İfade Özgürlüğüİnsan HaklarıManşetTürkiye

AİHM, Osman Kavala’nın ikinci başvurusunu öncelikli olarak inceleyecek

0

Avrupa İnsan Hakları Mahkemesi (AİHM) Gezi davası’ndan yaklaşık 6.5 yıldır cezaevinde tutulan hak aktivisti Osman Kavala’nın avukatlarının yaptığı ikinci başvuruya öncelik verdiğini açıkladı.

Yüksek Mahkeme dün (8 Nisan) 18 Ocak 2024 tarihinde yapılan başvuruyu (No. 2170/24) 21 Mart 2024 tarihinde AKP hükümetine ilettiğini ve 16 Temmuz 2024 tarihine dek savunmasını Mahkeme’ye iletmesini istediğini duyurdu.

Kavala’nın hukuki temsilcileri; Prof.

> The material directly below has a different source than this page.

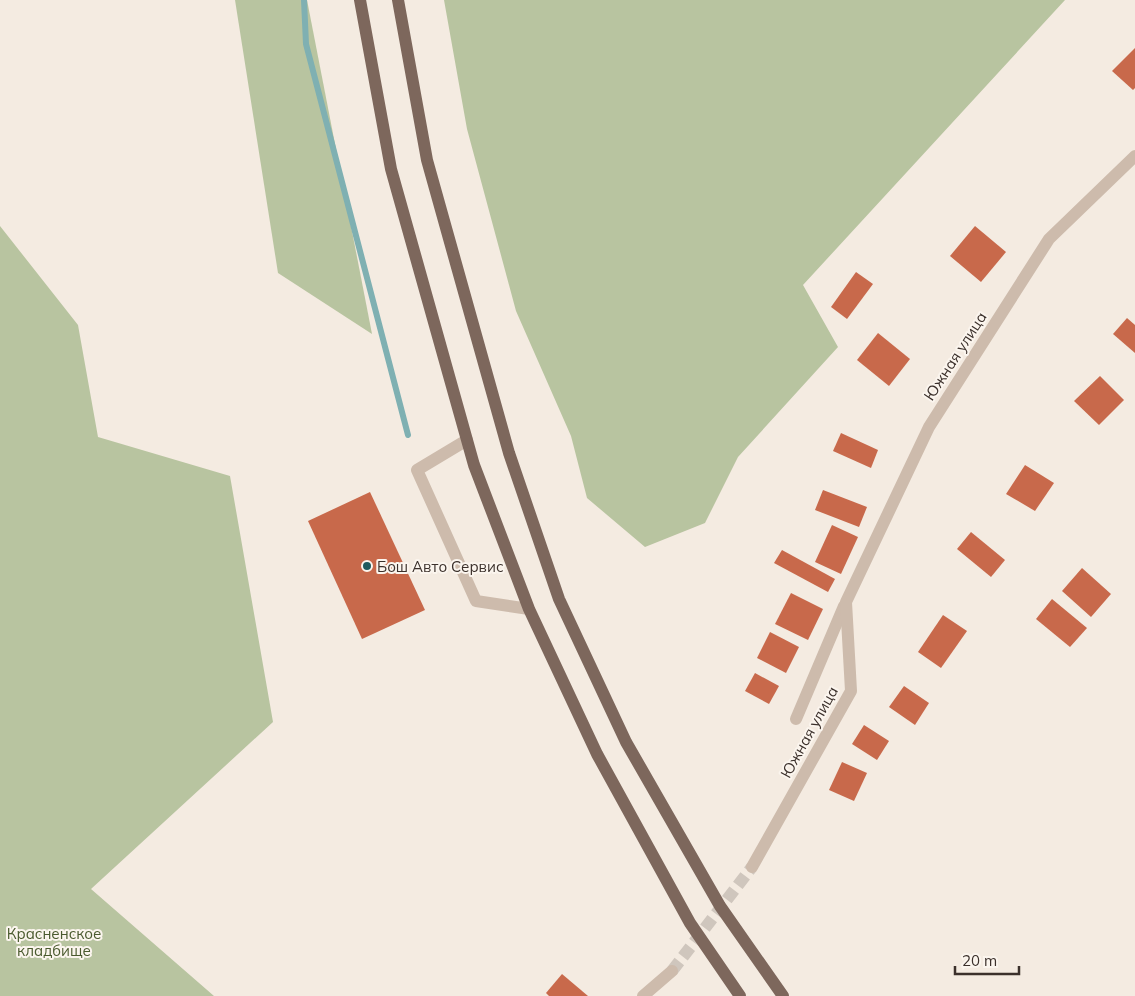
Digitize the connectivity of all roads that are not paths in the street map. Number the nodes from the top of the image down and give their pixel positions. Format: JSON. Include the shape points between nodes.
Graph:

Başak Çalı ve Prof. Philip Leach’in yaptığı başvuru;  AİHM’in Kavala hakkında 10 Aralık 2019 tarihli ihlal kararına rağmen devam eden ve yeni ihlal iddialarına ilişkin olarak yapıldı.

‘İhlal prosedürü’ devam ediyor

AİHM, 10 Aralik 2019 tarihli kararı ile Osman Kavala’nın tutukluluğunun keyfi olduğunu ve siyasi saiklere dayandığını tespit etmiş ve bu nedenle derhal salıverilmesi gerektiğine hükmetmişti. Kavala’nın bu karar gereği serbest bırakılmaması sebebi ile Avrupa Konseyi Bakanlar Komitesi, Türkiye hakkında ‘ihlal prosedürü’ başlatmıştı.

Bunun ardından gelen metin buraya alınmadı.